▶ _YOUR OBJECTIVE_
Output the records exactly, and drop each picture.

▶ _RECORDS FOR PROCESSING_
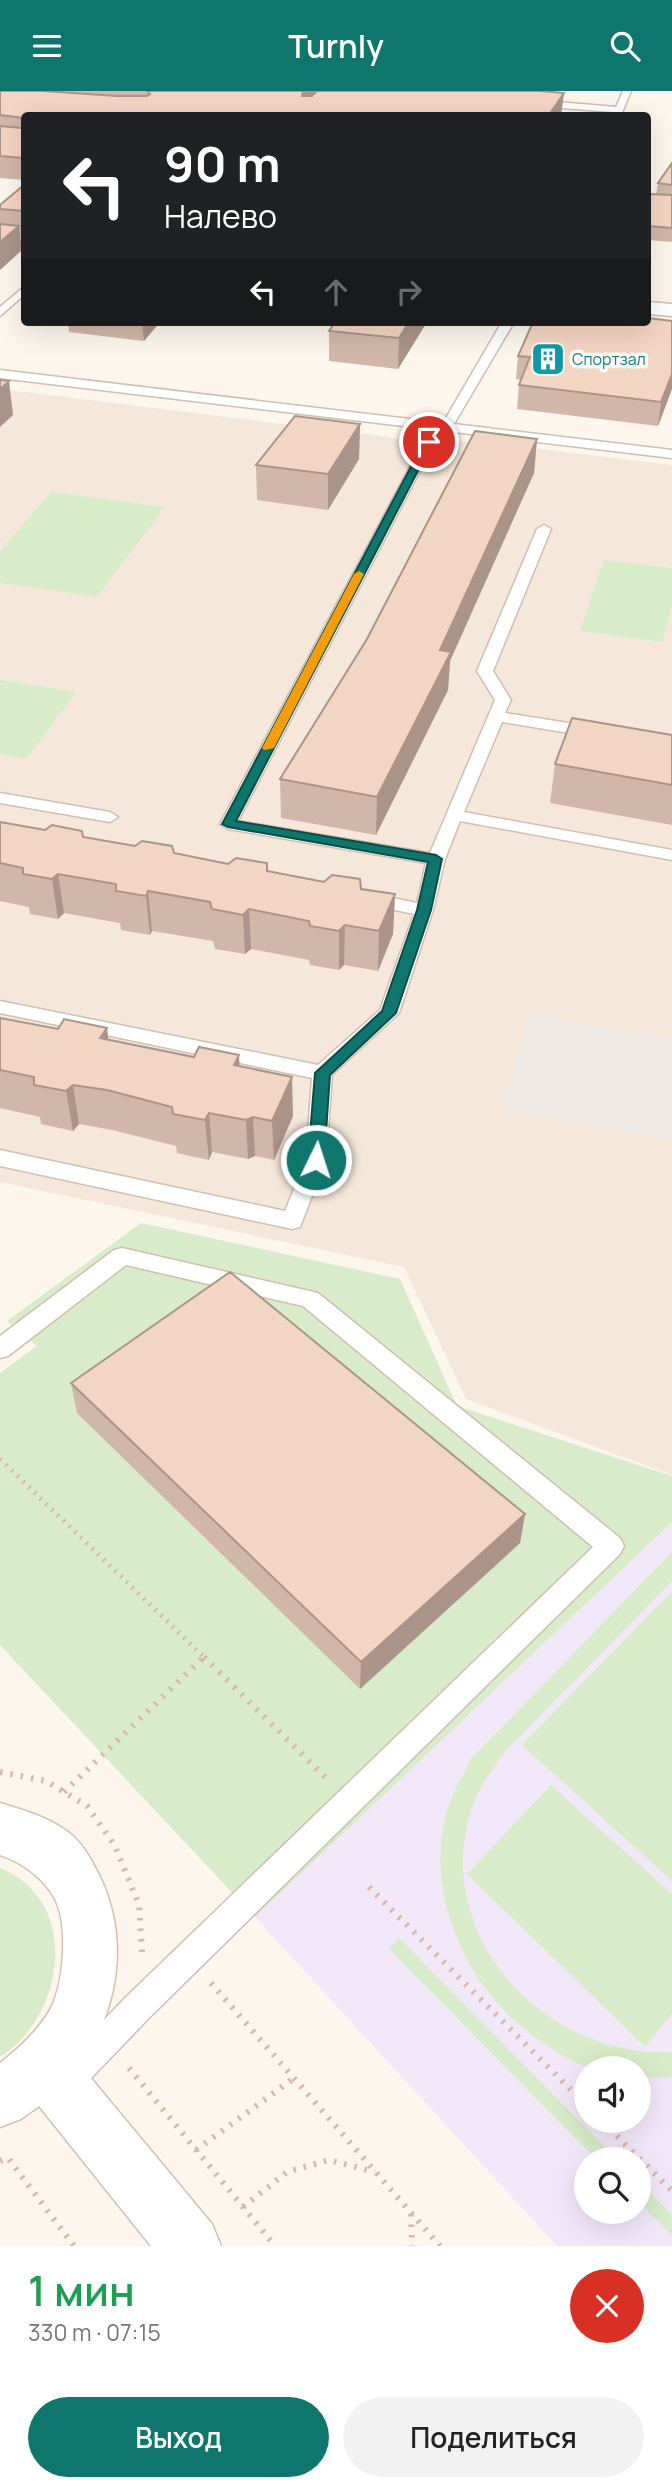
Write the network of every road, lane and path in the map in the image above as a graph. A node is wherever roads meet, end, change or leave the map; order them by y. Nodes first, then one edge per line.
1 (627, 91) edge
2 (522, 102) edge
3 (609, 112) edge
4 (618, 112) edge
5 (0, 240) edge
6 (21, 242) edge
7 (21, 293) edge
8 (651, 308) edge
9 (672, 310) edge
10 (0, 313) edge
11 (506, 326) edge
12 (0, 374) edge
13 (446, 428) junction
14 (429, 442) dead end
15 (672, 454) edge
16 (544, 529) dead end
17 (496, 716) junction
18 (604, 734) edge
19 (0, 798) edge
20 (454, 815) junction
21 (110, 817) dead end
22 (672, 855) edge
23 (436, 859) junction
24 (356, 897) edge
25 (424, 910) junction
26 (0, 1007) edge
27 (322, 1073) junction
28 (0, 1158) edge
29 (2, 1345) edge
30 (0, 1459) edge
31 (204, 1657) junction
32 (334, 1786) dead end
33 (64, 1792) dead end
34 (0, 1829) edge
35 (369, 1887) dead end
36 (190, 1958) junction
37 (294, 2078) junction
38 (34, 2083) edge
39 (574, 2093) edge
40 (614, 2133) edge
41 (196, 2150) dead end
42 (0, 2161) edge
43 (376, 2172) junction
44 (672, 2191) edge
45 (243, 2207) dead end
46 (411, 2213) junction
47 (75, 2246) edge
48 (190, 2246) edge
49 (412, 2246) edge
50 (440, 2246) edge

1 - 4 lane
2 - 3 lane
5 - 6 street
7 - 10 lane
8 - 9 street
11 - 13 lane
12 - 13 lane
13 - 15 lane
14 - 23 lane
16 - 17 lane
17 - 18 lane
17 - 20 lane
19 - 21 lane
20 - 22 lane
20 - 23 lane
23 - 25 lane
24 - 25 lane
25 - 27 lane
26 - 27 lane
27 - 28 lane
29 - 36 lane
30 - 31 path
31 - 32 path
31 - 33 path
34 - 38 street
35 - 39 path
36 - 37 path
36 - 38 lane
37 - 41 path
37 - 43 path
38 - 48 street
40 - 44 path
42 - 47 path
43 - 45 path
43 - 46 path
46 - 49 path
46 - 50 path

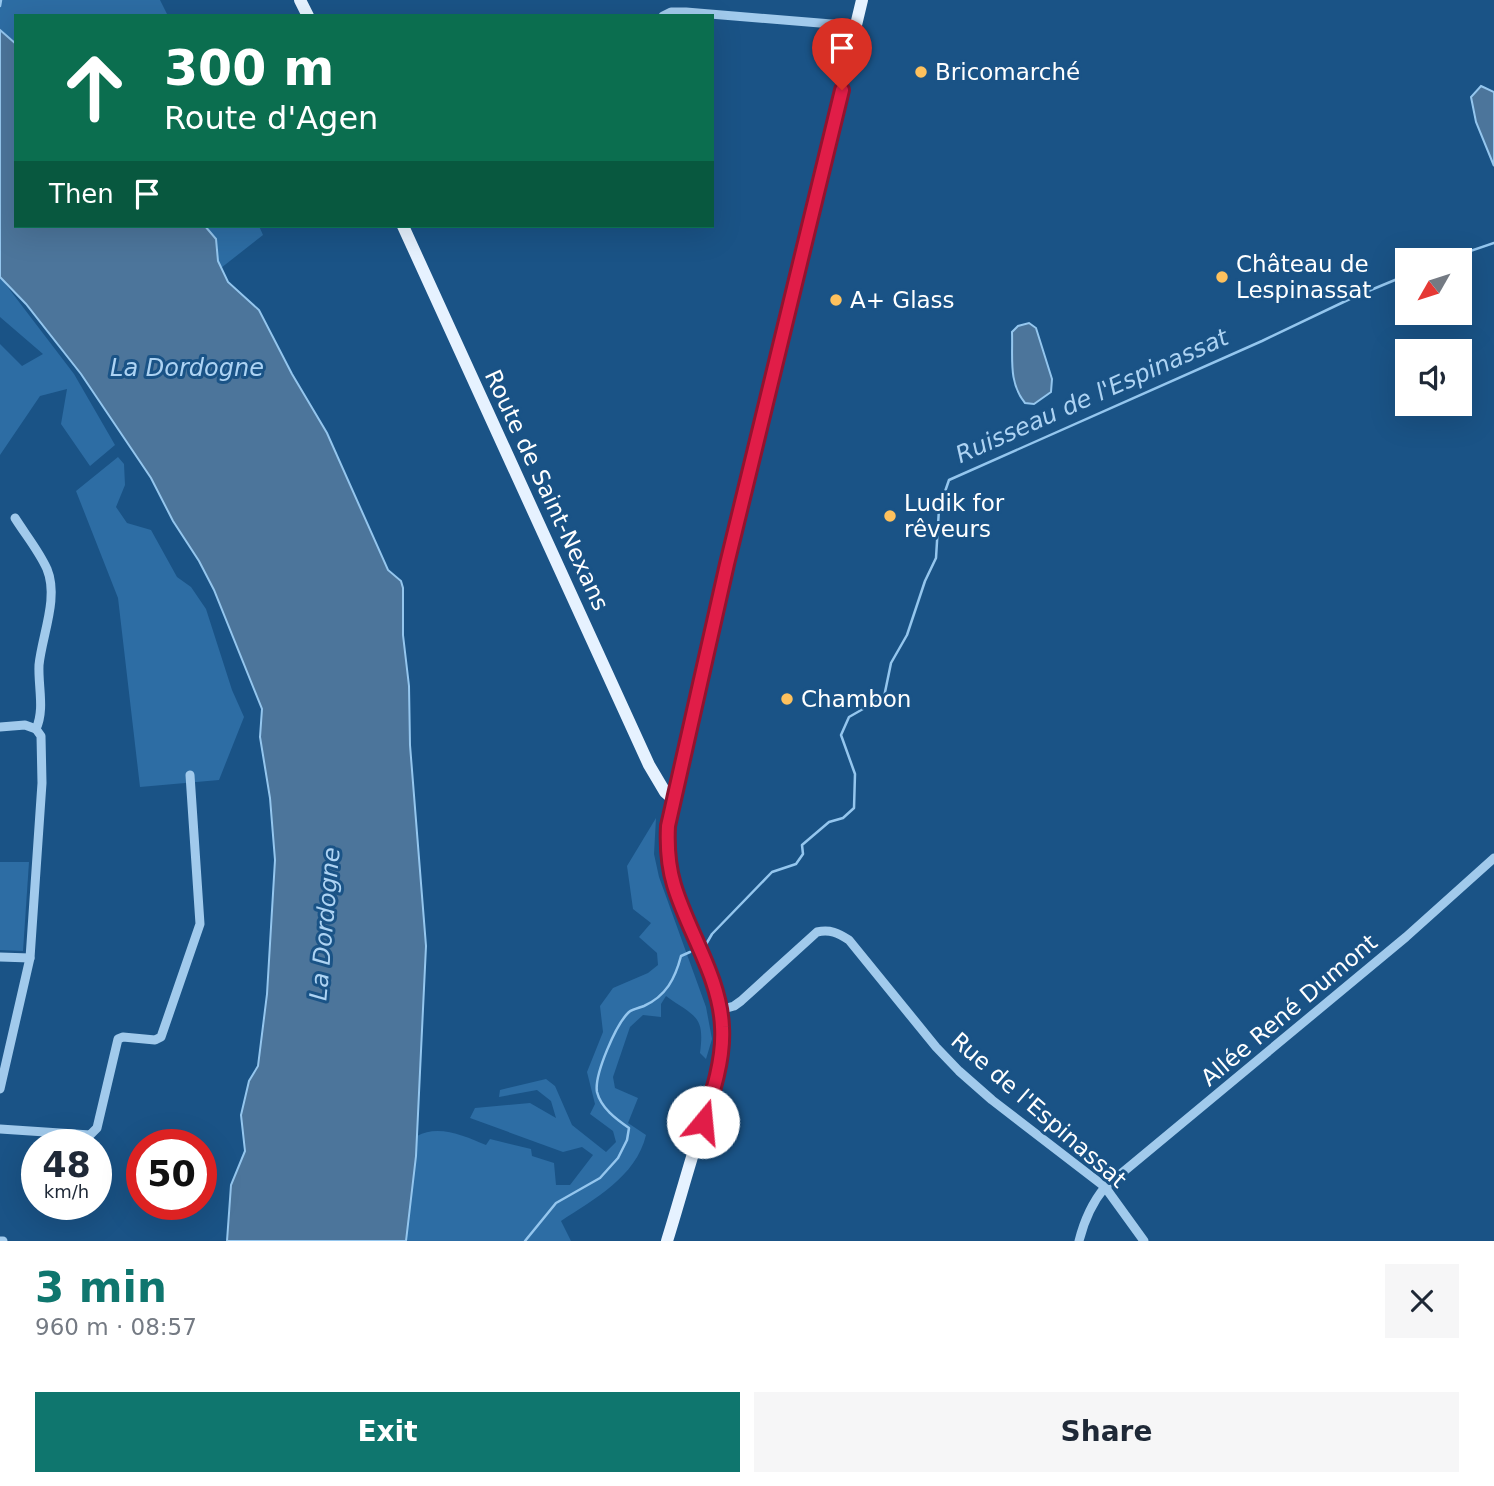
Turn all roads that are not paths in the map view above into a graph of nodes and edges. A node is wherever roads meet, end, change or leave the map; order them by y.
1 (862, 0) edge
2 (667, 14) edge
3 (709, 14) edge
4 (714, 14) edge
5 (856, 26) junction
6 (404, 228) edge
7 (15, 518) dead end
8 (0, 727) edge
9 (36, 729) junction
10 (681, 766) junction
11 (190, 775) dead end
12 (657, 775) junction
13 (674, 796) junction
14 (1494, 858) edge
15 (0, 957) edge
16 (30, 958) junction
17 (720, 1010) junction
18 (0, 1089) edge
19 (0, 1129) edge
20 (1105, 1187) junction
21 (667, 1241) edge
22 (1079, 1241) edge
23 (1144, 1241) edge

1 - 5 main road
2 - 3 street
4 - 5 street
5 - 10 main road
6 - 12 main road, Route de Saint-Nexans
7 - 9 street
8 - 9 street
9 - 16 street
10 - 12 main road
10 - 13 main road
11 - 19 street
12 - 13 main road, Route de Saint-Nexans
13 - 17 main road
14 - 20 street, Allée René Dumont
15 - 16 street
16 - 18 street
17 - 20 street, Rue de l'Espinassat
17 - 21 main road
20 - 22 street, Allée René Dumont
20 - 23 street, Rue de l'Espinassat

▶ _FINISHED TASK_
Write the network of every road, lane and path in the map in the image above as a graph. A node is wherever roads meet, end, change or leave the map; order them by y. Nodes first, then one edge per line.
1 (627, 91) edge
2 (522, 102) edge
3 (609, 112) edge
4 (618, 112) edge
5 (0, 240) edge
6 (21, 242) edge
7 (21, 293) edge
8 (651, 308) edge
9 (672, 310) edge
10 (0, 313) edge
11 (506, 326) edge
12 (0, 374) edge
13 (446, 428) junction
14 (429, 442) dead end
15 (672, 454) edge
16 (544, 529) dead end
17 (496, 716) junction
18 (604, 734) edge
19 (0, 798) edge
20 (454, 815) junction
21 (110, 817) dead end
22 (672, 855) edge
23 (436, 859) junction
24 (356, 897) edge
25 (424, 910) junction
26 (0, 1007) edge
27 (322, 1073) junction
28 (0, 1158) edge
29 (2, 1345) edge
30 (0, 1459) edge
31 (204, 1657) junction
32 (334, 1786) dead end
33 (64, 1792) dead end
34 (0, 1829) edge
35 (369, 1887) dead end
36 (190, 1958) junction
37 (294, 2078) junction
38 (34, 2083) edge
39 (574, 2093) edge
40 (614, 2133) edge
41 (196, 2150) dead end
42 (0, 2161) edge
43 (376, 2172) junction
44 (672, 2191) edge
45 (243, 2207) dead end
46 (411, 2213) junction
47 (75, 2246) edge
48 (190, 2246) edge
49 (412, 2246) edge
50 (440, 2246) edge

1 - 4 lane
2 - 3 lane
5 - 6 street
7 - 10 lane
8 - 9 street
11 - 13 lane
12 - 13 lane
13 - 15 lane
14 - 23 lane
16 - 17 lane
17 - 18 lane
17 - 20 lane
19 - 21 lane
20 - 22 lane
20 - 23 lane
23 - 25 lane
24 - 25 lane
25 - 27 lane
26 - 27 lane
27 - 28 lane
29 - 36 lane
30 - 31 path
31 - 32 path
31 - 33 path
34 - 38 street
35 - 39 path
36 - 37 path
36 - 38 lane
37 - 41 path
37 - 43 path
38 - 48 street
40 - 44 path
42 - 47 path
43 - 45 path
43 - 46 path
46 - 49 path
46 - 50 path

Turn all roads that are not paths in the map view above into a graph of nodes and edges. A node is wherever roads meet, end, change or leave the map; order them by y.
1 (862, 0) edge
2 (667, 14) edge
3 (709, 14) edge
4 (714, 14) edge
5 (856, 26) junction
6 (404, 228) edge
7 (15, 518) dead end
8 (0, 727) edge
9 (36, 729) junction
10 (681, 766) junction
11 (190, 775) dead end
12 (657, 775) junction
13 (674, 796) junction
14 (1494, 858) edge
15 (0, 957) edge
16 (30, 958) junction
17 (720, 1010) junction
18 (0, 1089) edge
19 (0, 1129) edge
20 (1105, 1187) junction
21 (667, 1241) edge
22 (1079, 1241) edge
23 (1144, 1241) edge

1 - 5 main road
2 - 3 street
4 - 5 street
5 - 10 main road
6 - 12 main road, Route de Saint-Nexans
7 - 9 street
8 - 9 street
9 - 16 street
10 - 12 main road
10 - 13 main road
11 - 19 street
12 - 13 main road, Route de Saint-Nexans
13 - 17 main road
14 - 20 street, Allée René Dumont
15 - 16 street
16 - 18 street
17 - 20 street, Rue de l'Espinassat
17 - 21 main road
20 - 22 street, Allée René Dumont
20 - 23 street, Rue de l'Espinassat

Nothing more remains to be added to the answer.